Head of the executive branch of the Government of Paris

The mayor of Paris (Maire de Paris, /fr/) is the chief executive of Paris, the capital and largest city in France.

The officeholder is responsible for the administration and management of the city, submits proposals and recommendations to the Council of Paris, is active in the enforcement of the city's ordinances, submits the city's annual budget and appoints city officers, department commissioners or directors, as well as members of city boards and commissions. During meetings of the Council of Paris, the mayor serves as the presiding officer, as it is the case in any other commune in France. Since Paris doubles as a department as well, the mayor also has the rank of a departmental council president.

Since 29 March 2026, Emmanuel Grégoire of the Socialist Party has been the Mayor of Paris.

==History==
When the French Revolution began after the storming of the Bastille on 14 July 1789, the city insurgents murdered the last Provost of Paris (Provost of the Merchants), Jacques de Flesselles. Because the Provost's office was abolished as one of the first moves with the dissolution of the Ancien Régime, the insurgents established a revolutionary government called the "Commune of Paris", initially led by Jean Sylvain Bailly, the first titled "Mayor of Paris". The mayor's office was very important during the critical phases of the Revolution, and during Robespierre's Reign of Terror (1793-1794) it was decisive in the discovery and execution of all suspected counter-revolutionaries.
In July 1794, after the 9th Thermidor, the coup d'état that deposed and executed Robespierre and his cronies, the office of Mayor was abolished since it was perceived to be too powerful.

After the February Revolution of 1848, the July Monarchy ended in favor of a new Republic, that restored the mayor's office. This renewal was however short, as the June Days uprising of the same year ended the possibility of creating a strong mayorship. The Executive Commission—charged to provisionally rule the country—preferred to transfer the mayor's powers to the Seine Prefect, appointed by Ministry of the Interior.
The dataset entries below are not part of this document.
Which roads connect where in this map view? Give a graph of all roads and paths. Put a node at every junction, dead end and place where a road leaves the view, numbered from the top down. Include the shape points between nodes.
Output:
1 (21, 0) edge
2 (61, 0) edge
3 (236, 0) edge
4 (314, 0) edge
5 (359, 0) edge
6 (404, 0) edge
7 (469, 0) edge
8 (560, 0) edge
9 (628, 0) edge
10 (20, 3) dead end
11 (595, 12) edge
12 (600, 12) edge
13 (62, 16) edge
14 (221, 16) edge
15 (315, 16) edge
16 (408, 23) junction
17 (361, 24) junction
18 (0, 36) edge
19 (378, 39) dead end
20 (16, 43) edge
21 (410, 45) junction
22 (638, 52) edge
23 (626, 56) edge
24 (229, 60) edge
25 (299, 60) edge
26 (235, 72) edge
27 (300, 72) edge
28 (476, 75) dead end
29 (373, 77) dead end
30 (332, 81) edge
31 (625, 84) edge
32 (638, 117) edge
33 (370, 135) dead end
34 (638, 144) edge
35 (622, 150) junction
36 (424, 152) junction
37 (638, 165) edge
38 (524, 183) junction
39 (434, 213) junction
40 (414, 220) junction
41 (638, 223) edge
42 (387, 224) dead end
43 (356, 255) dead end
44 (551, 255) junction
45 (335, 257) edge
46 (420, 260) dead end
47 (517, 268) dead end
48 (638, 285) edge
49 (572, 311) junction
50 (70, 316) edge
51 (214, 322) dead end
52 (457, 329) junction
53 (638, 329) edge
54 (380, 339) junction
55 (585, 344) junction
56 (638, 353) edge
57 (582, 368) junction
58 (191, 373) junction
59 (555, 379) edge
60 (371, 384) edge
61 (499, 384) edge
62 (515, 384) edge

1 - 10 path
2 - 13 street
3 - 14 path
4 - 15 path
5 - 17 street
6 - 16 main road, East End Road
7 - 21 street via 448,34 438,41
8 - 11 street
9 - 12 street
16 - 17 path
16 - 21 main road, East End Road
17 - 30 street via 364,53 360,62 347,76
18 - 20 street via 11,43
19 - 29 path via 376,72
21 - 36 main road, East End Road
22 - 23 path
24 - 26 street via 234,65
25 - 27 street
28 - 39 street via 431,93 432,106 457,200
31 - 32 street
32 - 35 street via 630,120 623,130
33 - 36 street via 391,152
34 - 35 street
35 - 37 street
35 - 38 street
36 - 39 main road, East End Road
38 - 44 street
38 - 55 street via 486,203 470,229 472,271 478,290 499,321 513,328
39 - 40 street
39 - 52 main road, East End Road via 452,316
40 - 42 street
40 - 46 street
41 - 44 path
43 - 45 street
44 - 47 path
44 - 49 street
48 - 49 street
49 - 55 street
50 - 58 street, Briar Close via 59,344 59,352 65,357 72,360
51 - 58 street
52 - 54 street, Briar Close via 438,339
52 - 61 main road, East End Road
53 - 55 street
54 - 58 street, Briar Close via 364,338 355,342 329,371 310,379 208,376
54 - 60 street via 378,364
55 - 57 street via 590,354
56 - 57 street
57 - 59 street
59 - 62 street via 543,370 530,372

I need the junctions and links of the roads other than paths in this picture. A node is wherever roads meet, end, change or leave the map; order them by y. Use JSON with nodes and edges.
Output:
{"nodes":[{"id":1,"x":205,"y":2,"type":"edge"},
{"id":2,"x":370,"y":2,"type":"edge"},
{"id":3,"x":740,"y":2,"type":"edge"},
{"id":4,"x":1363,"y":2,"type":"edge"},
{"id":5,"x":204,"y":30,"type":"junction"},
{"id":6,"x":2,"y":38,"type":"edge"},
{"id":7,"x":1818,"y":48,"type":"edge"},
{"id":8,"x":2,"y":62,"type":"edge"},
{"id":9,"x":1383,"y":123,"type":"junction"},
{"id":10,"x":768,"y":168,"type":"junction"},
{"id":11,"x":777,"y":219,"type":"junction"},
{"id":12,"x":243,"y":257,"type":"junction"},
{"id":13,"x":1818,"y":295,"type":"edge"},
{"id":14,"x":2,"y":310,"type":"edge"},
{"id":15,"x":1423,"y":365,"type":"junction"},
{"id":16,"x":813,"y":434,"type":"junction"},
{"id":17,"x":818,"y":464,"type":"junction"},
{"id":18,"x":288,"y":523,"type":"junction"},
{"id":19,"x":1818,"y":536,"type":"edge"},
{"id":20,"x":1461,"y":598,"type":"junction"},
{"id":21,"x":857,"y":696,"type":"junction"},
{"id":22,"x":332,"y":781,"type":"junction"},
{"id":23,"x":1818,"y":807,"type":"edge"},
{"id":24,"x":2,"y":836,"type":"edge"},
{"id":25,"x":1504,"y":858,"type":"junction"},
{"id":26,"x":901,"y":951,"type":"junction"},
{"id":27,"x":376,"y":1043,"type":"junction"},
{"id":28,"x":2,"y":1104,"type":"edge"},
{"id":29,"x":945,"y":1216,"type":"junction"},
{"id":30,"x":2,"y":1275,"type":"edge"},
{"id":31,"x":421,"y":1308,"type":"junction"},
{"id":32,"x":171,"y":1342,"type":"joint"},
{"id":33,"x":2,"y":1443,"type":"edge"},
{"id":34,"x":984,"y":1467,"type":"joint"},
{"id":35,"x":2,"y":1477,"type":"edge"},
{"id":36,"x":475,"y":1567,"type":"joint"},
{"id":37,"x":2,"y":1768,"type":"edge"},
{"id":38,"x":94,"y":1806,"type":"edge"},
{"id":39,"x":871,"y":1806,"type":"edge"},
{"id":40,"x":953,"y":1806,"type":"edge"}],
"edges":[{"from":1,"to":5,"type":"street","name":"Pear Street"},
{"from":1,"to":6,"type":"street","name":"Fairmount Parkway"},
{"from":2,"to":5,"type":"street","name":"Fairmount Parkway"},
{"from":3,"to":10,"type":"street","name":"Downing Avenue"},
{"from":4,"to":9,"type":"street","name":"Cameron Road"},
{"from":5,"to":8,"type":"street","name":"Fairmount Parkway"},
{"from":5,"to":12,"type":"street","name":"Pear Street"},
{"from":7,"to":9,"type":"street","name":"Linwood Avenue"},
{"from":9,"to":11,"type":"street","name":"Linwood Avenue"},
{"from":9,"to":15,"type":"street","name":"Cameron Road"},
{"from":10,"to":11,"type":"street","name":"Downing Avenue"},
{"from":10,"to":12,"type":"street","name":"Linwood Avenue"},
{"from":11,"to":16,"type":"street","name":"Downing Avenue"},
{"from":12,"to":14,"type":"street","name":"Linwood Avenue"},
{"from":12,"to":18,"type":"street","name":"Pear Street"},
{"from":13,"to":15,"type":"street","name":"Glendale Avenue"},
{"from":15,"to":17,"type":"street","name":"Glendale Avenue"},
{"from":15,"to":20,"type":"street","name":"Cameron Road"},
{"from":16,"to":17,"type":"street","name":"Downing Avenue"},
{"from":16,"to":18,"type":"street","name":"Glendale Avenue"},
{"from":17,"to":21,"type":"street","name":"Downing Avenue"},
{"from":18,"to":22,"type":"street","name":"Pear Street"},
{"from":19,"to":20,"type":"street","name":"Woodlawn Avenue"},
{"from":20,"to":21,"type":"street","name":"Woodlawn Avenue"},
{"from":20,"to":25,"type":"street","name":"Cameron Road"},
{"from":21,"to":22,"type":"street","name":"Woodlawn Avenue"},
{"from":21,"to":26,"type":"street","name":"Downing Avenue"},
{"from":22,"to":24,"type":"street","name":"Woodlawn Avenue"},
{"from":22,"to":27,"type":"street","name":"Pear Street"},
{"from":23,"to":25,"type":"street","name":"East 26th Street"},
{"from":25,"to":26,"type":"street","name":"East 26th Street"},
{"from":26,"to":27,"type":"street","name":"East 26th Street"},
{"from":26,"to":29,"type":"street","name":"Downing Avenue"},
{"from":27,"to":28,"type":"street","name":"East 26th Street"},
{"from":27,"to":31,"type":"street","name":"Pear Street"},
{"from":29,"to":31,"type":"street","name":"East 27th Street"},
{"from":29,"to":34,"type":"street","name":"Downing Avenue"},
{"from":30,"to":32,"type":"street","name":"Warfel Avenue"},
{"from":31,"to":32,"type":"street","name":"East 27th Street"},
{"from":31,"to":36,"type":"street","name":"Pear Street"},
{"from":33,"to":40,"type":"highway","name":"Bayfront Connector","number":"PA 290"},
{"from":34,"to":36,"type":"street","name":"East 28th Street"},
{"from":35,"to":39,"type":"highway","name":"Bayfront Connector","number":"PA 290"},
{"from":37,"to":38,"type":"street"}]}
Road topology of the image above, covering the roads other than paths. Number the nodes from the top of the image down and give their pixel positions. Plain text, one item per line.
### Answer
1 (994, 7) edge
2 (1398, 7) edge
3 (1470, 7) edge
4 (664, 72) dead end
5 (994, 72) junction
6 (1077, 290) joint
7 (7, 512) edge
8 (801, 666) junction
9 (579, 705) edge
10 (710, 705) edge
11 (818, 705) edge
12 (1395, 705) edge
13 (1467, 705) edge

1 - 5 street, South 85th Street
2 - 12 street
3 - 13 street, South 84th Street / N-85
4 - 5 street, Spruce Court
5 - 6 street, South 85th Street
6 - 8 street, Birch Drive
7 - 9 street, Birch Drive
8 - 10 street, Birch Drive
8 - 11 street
In 1870, once again, the office of Mayor of Paris was re-established and again did not survive long. The occasion for the re-creation was the fall of the Second Empire after the defeat in the Franco-Prussian War. The provisional Government of National Defense of Louis-Jules Trochu believed that a strong leadership in Paris would prevent sedition during the Prussian siege. After the definitive conquest of Paris by Prussians, popular discontent erupted in a new insurrectionary Commune which held socialist beliefs. Also, in case the Commune was finally suppressed, the new national government preferred to divide Paris into several distinct mayorships (one for each arrondissement) to prevent the city's total loss in the event of further revolts.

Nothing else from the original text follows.